Data under study section start

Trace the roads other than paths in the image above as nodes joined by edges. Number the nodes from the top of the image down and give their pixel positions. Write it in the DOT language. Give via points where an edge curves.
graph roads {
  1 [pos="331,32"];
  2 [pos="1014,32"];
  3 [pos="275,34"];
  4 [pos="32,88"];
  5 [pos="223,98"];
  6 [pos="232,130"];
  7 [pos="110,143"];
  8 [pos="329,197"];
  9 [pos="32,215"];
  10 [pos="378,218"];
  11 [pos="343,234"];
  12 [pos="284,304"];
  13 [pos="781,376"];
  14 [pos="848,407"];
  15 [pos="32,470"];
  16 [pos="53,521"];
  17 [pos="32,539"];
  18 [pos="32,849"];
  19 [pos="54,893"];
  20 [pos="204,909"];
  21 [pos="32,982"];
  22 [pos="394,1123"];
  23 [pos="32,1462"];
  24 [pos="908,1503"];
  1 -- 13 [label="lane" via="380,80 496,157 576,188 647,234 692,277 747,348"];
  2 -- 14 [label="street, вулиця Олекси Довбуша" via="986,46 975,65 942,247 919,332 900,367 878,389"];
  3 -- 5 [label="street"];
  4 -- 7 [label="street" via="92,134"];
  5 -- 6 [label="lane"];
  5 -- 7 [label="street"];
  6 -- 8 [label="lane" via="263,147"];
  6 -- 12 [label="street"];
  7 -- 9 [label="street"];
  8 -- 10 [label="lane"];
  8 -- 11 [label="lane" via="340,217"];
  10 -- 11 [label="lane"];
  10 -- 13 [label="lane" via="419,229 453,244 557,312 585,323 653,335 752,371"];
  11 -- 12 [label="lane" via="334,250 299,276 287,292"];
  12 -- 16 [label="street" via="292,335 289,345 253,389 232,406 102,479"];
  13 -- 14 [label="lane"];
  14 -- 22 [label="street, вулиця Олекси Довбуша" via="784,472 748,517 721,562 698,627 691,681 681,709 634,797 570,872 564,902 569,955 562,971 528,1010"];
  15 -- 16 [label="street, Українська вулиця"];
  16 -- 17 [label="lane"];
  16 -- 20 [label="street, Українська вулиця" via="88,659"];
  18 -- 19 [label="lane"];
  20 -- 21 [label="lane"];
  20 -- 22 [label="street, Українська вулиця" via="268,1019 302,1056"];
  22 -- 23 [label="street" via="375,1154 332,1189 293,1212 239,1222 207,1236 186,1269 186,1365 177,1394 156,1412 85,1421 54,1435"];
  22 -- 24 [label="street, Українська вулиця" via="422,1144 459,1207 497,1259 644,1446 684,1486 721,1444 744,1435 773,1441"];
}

Data under study section end

The records above should be reproduced in full, exactly as they read.

**Answer space**
Trace the roads other than paths in the image above as nodes joined by edges. Number the nodes from the top of the image down and give their pixel positions. Write it in the DOT language. Give via points where an edge curves.
graph roads {
  1 [pos="331,32"];
  2 [pos="1014,32"];
  3 [pos="275,34"];
  4 [pos="32,88"];
  5 [pos="223,98"];
  6 [pos="232,130"];
  7 [pos="110,143"];
  8 [pos="329,197"];
  9 [pos="32,215"];
  10 [pos="378,218"];
  11 [pos="343,234"];
  12 [pos="284,304"];
  13 [pos="781,376"];
  14 [pos="848,407"];
  15 [pos="32,470"];
  16 [pos="53,521"];
  17 [pos="32,539"];
  18 [pos="32,849"];
  19 [pos="54,893"];
  20 [pos="204,909"];
  21 [pos="32,982"];
  22 [pos="394,1123"];
  23 [pos="32,1462"];
  24 [pos="908,1503"];
  1 -- 13 [label="lane" via="380,80 496,157 576,188 647,234 692,277 747,348"];
  2 -- 14 [label="street, вулиця Олекси Довбуша" via="986,46 975,65 942,247 919,332 900,367 878,389"];
  3 -- 5 [label="street"];
  4 -- 7 [label="street" via="92,134"];
  5 -- 6 [label="lane"];
  5 -- 7 [label="street"];
  6 -- 8 [label="lane" via="263,147"];
  6 -- 12 [label="street"];
  7 -- 9 [label="street"];
  8 -- 10 [label="lane"];
  8 -- 11 [label="lane" via="340,217"];
  10 -- 11 [label="lane"];
  10 -- 13 [label="lane" via="419,229 453,244 557,312 585,323 653,335 752,371"];
  11 -- 12 [label="lane" via="334,250 299,276 287,292"];
  12 -- 16 [label="street" via="292,335 289,345 253,389 232,406 102,479"];
  13 -- 14 [label="lane"];
  14 -- 22 [label="street, вулиця Олекси Довбуша" via="784,472 748,517 721,562 698,627 691,681 681,709 634,797 570,872 564,902 569,955 562,971 528,1010"];
  15 -- 16 [label="street, Українська вулиця"];
  16 -- 17 [label="lane"];
  16 -- 20 [label="street, Українська вулиця" via="88,659"];
  18 -- 19 [label="lane"];
  20 -- 21 [label="lane"];
  20 -- 22 [label="street, Українська вулиця" via="268,1019 302,1056"];
  22 -- 23 [label="street" via="375,1154 332,1189 293,1212 239,1222 207,1236 186,1269 186,1365 177,1394 156,1412 85,1421 54,1435"];
  22 -- 24 [label="street, Українська вулиця" via="422,1144 459,1207 497,1259 644,1446 684,1486 721,1444 744,1435 773,1441"];
}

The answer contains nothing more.